3. Pre-process for Better BM25

python
import re
from nltk.corpus import stopwords
from nltk.stem import PorterStemmer

# Download stopwords: nltk.download('stopwords')

def preprocess_for_bm25(text: str) -> list[str]:
    """
    Preprocess text for better BM25 matching

    Steps:
    1. Lowercase
    2. Remove special characters
    3. Remove stopwords (optional)
    4. Stem words (optional)

    Args:
        text: Input text

    Returns:
        List of processed tokens
    """
    # Lowercase
    text = text.lower()

    # Remove special characters, keep alphanumeric and spaces
    text = re.sub(r'[^a-z0-9\s]', '', text)

    # Tokenize
    tokens = text.split()

    # Remove stopwords (optional - can hurt for short queries)
    # stop_words = set(stopwords.words('english'))
    # tokens = [t for t in tokens if t not in stop_words]

    # Stem (optional - can help with variants like "running" vs "run")
    # stemmer = PorterStemmer()
    # tokens = [stemmer.stem(t) for t in tokens]

    return tokens

# Example
text = "Python 3.11 introduces amazing new features!"
processed = preprocess_for_bm25(text)
print(processed)
# Output: ['python', '311', 'introduces', 'amazing', 'new', 'features']
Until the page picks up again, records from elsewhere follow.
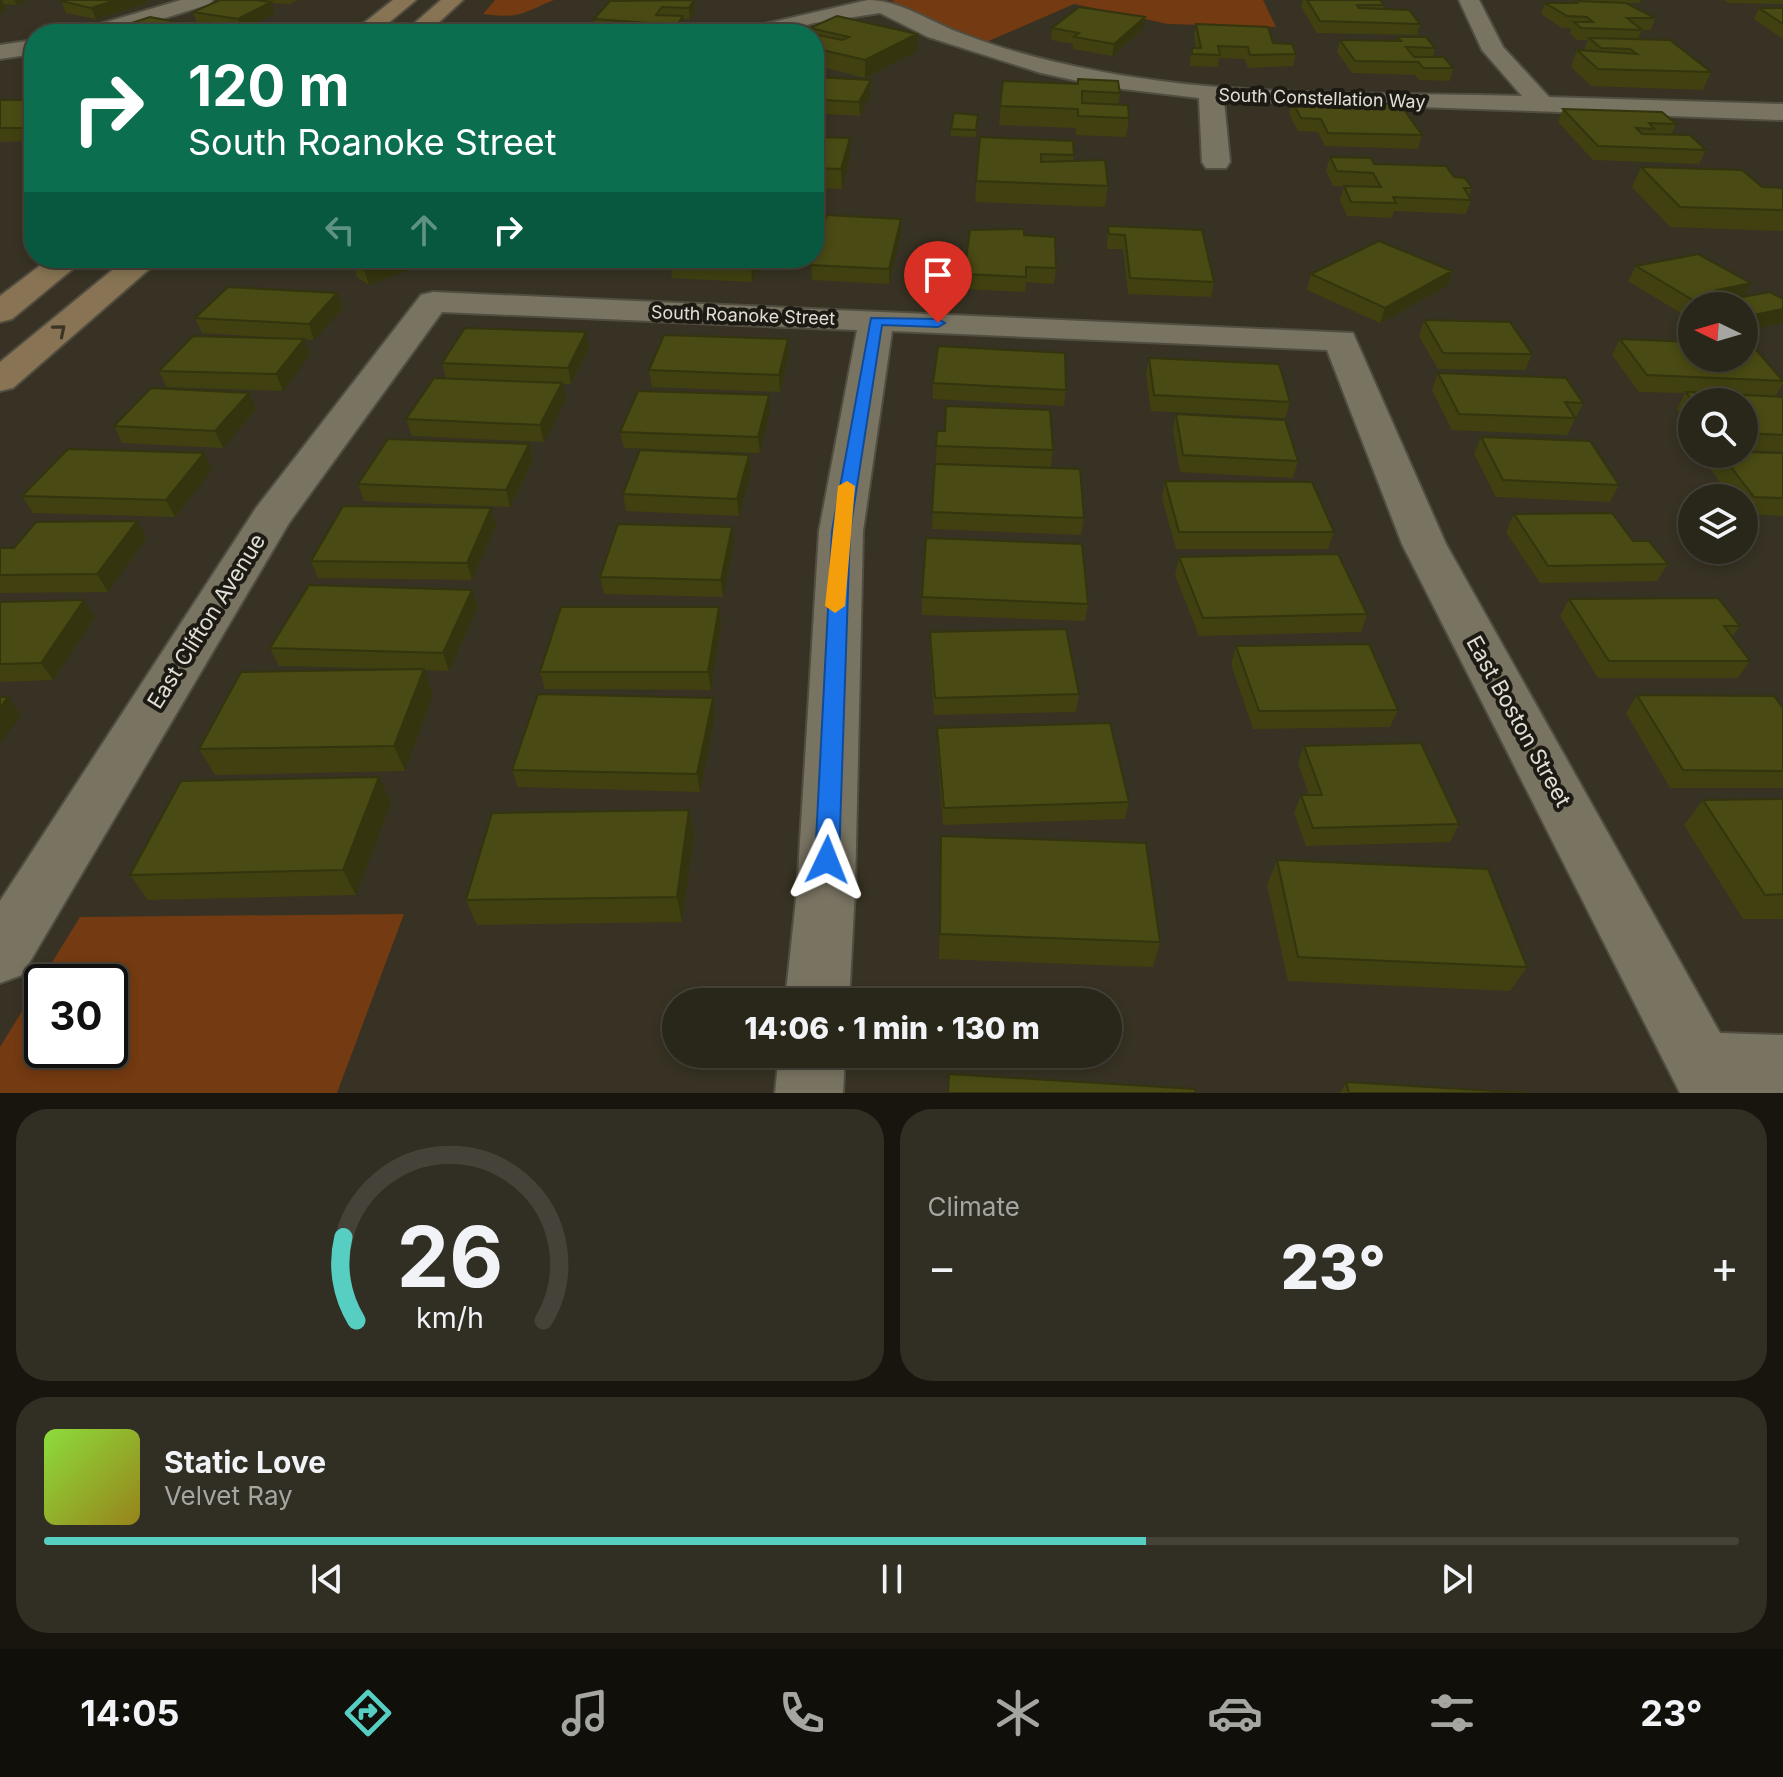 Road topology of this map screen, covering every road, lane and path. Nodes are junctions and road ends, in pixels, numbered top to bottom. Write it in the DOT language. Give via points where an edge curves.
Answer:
graph roads {
  1 [pos="203,0"];
  2 [pos="406,0"];
  3 [pos="453,0"];
  4 [pos="1469,0"];
  5 [pos="880,3"];
  6 [pos="126,24"];
  7 [pos="374,24"];
  8 [pos="425,24"];
  9 [pos="787,24"];
  10 [pos="24,48"];
  11 [pos="0,52"];
  12 [pos="1211,94"];
  13 [pos="1543,105"];
  14 [pos="1749,111"];
  15 [pos="1783,112"];
  16 [pos="1783,140"];
  17 [pos="1216,162"];
  18 [pos="57,268"];
  19 [pos="134,268"];
  20 [pos="433,302"];
  21 [pos="0,312"];
  22 [pos="876,321"];
  23 [pos="1341,340"];
  24 [pos="0,380"];
  25 [pos="0,955"];
  26 [pos="818,988"];
  27 [pos="811,1068"];
  28 [pos="1783,1068"];
  29 [pos="1710,1080"];
  30 [pos="809,1093"];
  1 -- 6 [label="street"];
  2 -- 7 [label="main road"];
  3 -- 8 [label="main road"];
  4 -- 13 [label="street" via="1493,50"];
  5 -- 9 [label="street"];
  5 -- 12 [label="street, South Constellation Way" via="963,43 1026,64 1103,81"];
  10 -- 11 [label="street"];
  12 -- 13 [label="street, South Constellation Way"];
  12 -- 17 [label="street"];
  13 -- 14 [label="street, South Constellation Way"];
  14 -- 15 [label="street, South Constellation Way"];
  14 -- 16 [label="street"];
  18 -- 21 [label="main road"];
  24 -- 19 [label="main road, one-way"];
  20 -- 22 [label="street, South Roanoke Street"];
  20 -- 25 [label="street, East Clifton Avenue" via="271,518"];
  22 -- 23 [label="street, South Roanoke Street"];
  22 -- 26 [label="street" via="841,531"];
  23 -- 29 [label="street, East Boston Street" via="1424,544"];
  27 -- 30 [label="street"];
  28 -- 29 [label="street"];
}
Preprocessing Trade-off: Heavy preprocessing (stemming, stopword removal) can improve BM25 but may hurt exact matching. Test with your specific use case. For technical content (version numbers, code), minimal preprocessing is often best.

Summary

Hybrid search combines the best of both worlds:

MethodStrengthsUse For
BM25Exact matches, version numbers, proper nounsPrecise queries
VectorSemantic meaning, paraphrasing, conceptsConceptual queries
HybridBoth precision and recallMost applications
Re-rankingHighest quality, slowerTop candidates only

Recommended Pipeline:

  1. Retrieval: Hybrid search (BM25 + vector) → Get 20-50 candidates
  2. Re-ranking: Cross-encoder or LLM → Refine to top 5-10
  3. Generation: Pass to LLM for final response

Key parameters:

  • alpha: 0.3-0.7 works for most cases (tune on your data)
  • Re-rank top-N: 20-50 candidates
  • Final top-K: 3-10 results

Hybrid search significantly improves RAG quality - always prefer it over pure vector search.